İlköğretimde ilk sınıftan sonra çocuklara, yaz demeyiz de, oku deriz. Yazmıyor demeyiz de okumuyor deriz. Oysaki sınav başarısında yazan çocukların büyük farkla öne geçtikleri söylenebilir.
Yazar olabilmek için; okuma ve yazmanın birbirine yakın bir şekilde yürümesi gerekir. Yazarların genelde çocukluklarında tiyatro ile de ilgilendiklerini söyleyebiliriz. Sandalyeleri yan yana dizip, ekten bükten yarattığı bir sahne ile gösteri yapmak, birkaç metin ortaya çıkarıp sunmak; pek çok yazarın çocukluk anıları arasında vardır. Eski bir araba bir saraya, bir bahçe parka dönüşür. Çeşmelerden su yerine mutluluk akar. Hayallerle başlamış olur yazmak. Bu durumda bir çocuğunuz varsa, onu; ’Yaratıcı Yazarlık,’ ‘ Yazma Atölyesi’ gibi çalışmalardan birine yerleştirmelisiniz. Tıpkı; spor, müzik, yabancı dil gibi eğitim almasını sağlamalısınız. Çocuklarının hayallerinin kâğıda dökülmesini isteyen aileler, bu yıllarda önemini anlamak zorundalar. Yazan bir bireyin okuyan bir birey olması her zaman daha kolaydır.

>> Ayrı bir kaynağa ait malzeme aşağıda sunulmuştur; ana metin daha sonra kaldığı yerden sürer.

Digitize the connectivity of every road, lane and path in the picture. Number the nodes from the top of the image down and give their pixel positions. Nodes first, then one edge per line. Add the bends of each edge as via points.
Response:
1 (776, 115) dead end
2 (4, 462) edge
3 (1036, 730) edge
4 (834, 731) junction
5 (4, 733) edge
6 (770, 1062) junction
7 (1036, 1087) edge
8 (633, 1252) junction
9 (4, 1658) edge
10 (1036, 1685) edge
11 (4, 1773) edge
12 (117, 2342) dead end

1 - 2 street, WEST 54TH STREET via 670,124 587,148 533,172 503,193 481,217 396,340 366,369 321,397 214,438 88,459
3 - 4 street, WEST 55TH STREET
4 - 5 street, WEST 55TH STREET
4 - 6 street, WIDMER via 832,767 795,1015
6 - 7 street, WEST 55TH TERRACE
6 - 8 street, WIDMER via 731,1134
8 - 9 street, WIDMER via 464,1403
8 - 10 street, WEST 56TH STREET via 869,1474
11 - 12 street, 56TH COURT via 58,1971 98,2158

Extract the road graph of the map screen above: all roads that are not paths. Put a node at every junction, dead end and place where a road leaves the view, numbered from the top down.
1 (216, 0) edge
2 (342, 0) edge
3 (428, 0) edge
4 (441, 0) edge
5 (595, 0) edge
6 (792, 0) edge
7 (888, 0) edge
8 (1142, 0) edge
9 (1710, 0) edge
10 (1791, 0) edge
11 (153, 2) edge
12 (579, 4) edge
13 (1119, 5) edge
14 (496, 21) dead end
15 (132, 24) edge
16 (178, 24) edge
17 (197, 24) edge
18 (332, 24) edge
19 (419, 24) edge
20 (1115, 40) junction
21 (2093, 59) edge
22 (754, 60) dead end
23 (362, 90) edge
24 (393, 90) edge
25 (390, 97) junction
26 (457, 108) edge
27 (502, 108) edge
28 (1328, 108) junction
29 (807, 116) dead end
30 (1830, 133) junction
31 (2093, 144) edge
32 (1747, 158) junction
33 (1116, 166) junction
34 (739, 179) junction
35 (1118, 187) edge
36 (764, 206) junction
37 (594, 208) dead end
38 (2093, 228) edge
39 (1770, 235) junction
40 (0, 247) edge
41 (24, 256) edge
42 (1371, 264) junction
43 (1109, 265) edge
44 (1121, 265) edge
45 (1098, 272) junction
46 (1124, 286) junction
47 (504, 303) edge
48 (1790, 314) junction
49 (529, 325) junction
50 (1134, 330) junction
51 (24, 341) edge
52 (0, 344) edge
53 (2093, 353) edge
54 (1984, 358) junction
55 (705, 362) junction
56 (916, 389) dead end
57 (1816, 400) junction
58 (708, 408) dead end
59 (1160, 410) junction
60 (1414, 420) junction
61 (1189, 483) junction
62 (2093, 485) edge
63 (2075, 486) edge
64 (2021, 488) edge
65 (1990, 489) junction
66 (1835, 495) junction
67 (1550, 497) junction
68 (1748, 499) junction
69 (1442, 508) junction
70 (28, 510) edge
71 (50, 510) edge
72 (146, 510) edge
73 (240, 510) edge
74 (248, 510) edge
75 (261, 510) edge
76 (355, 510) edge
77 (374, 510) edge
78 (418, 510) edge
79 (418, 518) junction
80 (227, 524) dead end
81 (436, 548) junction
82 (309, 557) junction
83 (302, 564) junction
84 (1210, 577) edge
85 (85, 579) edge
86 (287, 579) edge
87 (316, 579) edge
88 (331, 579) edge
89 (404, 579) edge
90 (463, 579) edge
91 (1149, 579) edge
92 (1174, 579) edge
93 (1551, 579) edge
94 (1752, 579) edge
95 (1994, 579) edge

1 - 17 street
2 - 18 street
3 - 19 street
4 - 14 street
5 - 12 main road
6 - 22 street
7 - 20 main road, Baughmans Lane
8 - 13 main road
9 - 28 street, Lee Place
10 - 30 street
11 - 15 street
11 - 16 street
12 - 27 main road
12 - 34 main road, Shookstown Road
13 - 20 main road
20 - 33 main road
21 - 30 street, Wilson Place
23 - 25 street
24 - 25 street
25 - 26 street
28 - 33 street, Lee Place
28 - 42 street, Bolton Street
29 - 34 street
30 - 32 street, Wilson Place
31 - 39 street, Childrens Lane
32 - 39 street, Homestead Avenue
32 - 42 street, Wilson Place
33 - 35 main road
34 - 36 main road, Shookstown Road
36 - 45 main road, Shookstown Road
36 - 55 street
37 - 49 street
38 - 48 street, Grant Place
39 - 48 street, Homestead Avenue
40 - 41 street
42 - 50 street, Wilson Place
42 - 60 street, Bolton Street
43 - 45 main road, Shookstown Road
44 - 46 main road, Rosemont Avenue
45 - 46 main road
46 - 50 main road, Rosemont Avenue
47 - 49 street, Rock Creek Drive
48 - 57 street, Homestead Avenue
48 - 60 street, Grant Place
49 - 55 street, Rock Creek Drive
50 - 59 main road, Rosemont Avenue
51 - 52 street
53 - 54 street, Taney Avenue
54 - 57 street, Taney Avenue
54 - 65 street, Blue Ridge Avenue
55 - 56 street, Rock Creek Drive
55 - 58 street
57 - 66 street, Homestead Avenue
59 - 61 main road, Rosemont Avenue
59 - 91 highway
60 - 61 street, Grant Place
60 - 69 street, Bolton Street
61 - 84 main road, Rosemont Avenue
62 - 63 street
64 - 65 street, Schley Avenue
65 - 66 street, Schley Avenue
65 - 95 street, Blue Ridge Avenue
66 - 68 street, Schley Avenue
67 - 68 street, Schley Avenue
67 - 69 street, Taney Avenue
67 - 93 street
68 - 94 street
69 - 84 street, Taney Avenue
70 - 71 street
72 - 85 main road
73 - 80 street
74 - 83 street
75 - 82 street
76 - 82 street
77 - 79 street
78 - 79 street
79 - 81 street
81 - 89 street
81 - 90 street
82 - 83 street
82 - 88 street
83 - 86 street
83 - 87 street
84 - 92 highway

Facebook, twiitter, sözlük sayfaları; gibi sosyal paylaşım sitelerine yazılmaya başlanıldığından beri okuma ve yazma önem kazandı. Yazarlarımızın da çok desteklediklerini görüyorum. Zaman ayırıp yazan pek çok ünlü kapısını hayranlarına bu sitelerde açıyor. Football, sinema, konferanslar her şey yazıya dökülüyor. Okunmuyor sözünü artık kullanmamalıyız. Gözümüzü okuyanlara çevirirsek okumaya teşvik edeceğimize inanıyorum.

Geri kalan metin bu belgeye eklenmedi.